The mortgage to Sir William Rawlinson, being afterwards paid off, he assigned the 1000 years term to a trustee; and covenanted, that he had done no act to incumber.

In September 1701, Lady Hobart died; whereby the manor and advowson came to the respondent, under the limitations of the act.

In April 1703, the church became void; and Mr. Kendall, having previously released all his interest under the above grant to Serjeant Selby, he, at the appellant's nomination, presented a clerk to the church; whereupon the respondent, by his next friend, exhibited his bill in the Court of Chancery, against the appellant and the Serjeant, and also against the administrator [109] of Lady Hobart, to prevent the admission and institution of the presentee.

On the 19th of May 1704, the cause was heard before the Lord Keeper Wright; who decreed, that the defendant Serjeant Selby, in whom the legal estate was vested, should present such person to the church as the plaintiff should appoint; and that the administrator of Lady Hobart should re-pay to the said defendant, the said sum of 107l. 10s. but without interest.

From this decree, the defendant Dymoke and Serjeant Selby appealed; insisting (F. Page), that the appellant Dymoke's trustee had a legal title, which could not be impeached in equity; for that the contract was fair and equal, and made with those who had power to make an absolute sale; and therefore it differed from the case of a common mortgagee, who could not make any such sale.
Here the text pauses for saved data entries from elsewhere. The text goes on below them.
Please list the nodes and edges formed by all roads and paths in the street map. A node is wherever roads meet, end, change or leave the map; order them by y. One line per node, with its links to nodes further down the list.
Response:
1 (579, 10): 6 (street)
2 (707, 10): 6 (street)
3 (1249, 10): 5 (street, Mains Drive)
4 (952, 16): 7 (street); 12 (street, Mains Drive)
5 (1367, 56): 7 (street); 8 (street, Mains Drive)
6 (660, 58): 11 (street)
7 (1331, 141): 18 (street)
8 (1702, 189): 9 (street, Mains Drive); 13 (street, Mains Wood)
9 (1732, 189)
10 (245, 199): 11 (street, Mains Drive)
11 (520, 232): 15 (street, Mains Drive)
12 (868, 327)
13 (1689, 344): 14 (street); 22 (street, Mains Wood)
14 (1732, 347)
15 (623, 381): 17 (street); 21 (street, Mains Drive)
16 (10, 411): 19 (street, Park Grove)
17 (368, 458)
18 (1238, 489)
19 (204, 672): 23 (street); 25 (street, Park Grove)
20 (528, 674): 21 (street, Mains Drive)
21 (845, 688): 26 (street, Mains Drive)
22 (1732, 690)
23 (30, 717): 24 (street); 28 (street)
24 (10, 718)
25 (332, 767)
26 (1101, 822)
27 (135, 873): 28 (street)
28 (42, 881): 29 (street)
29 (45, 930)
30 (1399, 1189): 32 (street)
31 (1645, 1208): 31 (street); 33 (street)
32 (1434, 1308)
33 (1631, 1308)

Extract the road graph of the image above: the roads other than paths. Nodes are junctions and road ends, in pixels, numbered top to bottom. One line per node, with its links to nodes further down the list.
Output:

That it was not in the power of the appellants to recover the purchase-money, because the covenant was conditional; viz. if the trustee could not present, but which he could and must do, whether the decree stood or not; and therefore it would be against common justice to make the contract binding on one side only, and to punish the appellant Dymoke, who had done no wrong, not only with the loss of his presentation, but of the interest of his money, and his costs of the suit. That the dissolving the contract by the decree was a damage, even to the respondent; because the 100 guineas and interest was a discharge pro tanto of the incumbrance upon the estate; and which, as the decree stood, he was to repay, though he could not sell the presentation. That there wanted proper parties to the bill, namely, the persons in remainder; whose estate, in case of the respondent's death without issue, would be clogged with the payment of this money, without their privity or consent. That the voluntary payment of this money by the respondent, after the church became void, would have been direct simony; and the decree, as to the reason of it, did not alter the case; but, if the decree was reversed, the appellant would have the benefit of his contract, and the respondent of the purchase-money, and thus justice would be done to all parties.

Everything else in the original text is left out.